Re: [OMPI users] Dynamic processes connection and segfault on MPI_Comm_accept

2010-07-19 Thread Edgar Gabriel
Hm, so I am not sure how to approach this. First of all, the test case
works for me. I used up to 80 clients, and for both optimized and
non-optimized compilation. I ran the tests with trunk (not with 1.4
series, but the communicator code is identical in both cases). Clearly,
the patch from Ralph is necessary to make it work.

Additionally, I went through the communicator creation code for dynamic
communicators trying to find spots that could create problems.
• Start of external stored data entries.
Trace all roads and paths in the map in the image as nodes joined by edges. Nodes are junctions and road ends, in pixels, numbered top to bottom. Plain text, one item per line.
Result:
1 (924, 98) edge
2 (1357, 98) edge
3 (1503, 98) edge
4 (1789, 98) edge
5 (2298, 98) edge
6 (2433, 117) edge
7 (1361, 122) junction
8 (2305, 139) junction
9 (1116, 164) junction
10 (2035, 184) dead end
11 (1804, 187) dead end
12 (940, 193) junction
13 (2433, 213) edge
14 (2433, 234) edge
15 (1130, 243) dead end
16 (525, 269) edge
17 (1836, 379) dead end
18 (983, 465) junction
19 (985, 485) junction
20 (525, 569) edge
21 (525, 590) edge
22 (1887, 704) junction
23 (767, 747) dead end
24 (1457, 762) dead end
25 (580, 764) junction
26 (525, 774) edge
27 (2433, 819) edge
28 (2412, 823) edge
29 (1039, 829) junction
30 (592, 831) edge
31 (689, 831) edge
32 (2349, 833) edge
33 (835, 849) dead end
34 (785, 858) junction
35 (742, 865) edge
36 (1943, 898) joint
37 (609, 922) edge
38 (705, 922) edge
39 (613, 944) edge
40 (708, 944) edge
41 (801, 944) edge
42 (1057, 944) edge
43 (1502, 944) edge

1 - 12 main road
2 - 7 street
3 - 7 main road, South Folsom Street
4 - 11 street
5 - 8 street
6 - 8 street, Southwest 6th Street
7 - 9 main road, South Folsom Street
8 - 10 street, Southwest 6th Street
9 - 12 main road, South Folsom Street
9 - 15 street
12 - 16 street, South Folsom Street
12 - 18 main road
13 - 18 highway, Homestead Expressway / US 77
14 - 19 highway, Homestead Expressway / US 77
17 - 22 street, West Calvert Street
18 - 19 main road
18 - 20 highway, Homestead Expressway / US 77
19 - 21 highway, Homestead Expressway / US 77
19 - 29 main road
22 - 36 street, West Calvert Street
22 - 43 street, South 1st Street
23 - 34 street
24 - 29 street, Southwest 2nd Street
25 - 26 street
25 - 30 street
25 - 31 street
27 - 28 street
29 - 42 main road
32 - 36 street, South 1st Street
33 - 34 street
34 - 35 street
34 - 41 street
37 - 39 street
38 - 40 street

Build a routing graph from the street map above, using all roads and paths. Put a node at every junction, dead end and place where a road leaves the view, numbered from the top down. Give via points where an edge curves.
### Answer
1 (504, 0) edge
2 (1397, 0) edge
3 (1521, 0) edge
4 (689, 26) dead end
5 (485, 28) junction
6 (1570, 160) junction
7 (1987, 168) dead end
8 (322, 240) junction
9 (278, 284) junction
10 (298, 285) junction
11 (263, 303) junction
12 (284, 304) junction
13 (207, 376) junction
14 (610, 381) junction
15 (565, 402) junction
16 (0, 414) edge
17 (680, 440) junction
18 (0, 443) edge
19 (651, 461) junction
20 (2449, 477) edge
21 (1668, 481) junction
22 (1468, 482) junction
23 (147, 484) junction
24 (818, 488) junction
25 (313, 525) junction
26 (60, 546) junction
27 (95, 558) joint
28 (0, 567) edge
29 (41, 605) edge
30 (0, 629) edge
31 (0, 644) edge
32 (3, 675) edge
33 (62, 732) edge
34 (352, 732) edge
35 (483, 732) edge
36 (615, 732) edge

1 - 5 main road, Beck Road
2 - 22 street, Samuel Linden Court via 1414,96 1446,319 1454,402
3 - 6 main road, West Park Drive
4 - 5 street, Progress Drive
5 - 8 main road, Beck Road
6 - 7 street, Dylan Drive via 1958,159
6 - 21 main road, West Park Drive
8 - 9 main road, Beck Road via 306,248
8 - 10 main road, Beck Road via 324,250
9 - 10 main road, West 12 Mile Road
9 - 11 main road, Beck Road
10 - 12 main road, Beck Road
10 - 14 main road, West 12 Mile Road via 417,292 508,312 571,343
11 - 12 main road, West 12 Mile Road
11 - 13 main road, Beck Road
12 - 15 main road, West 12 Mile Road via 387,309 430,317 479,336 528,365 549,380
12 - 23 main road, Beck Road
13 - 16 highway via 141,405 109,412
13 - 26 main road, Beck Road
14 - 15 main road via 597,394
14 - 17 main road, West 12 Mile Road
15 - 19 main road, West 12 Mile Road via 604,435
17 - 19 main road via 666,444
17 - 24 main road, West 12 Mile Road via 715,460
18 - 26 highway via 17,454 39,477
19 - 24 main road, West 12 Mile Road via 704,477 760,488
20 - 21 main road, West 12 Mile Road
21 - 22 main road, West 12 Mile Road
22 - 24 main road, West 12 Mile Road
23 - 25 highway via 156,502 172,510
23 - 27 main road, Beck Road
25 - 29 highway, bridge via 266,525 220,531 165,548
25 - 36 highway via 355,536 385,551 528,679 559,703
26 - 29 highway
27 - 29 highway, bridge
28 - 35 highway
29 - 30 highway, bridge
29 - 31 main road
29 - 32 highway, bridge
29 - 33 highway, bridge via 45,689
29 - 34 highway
The only
place that I found the number 64 appear is the fortran-to-c mapping
arrays (e.g. for communicators), where the initial size of the table is
64. I looked twice over the pointer-array code to see whether we could
have a problem their (since it is a key-piece of the cid allocation code
for communicators), but I am fairly confident that it is correct.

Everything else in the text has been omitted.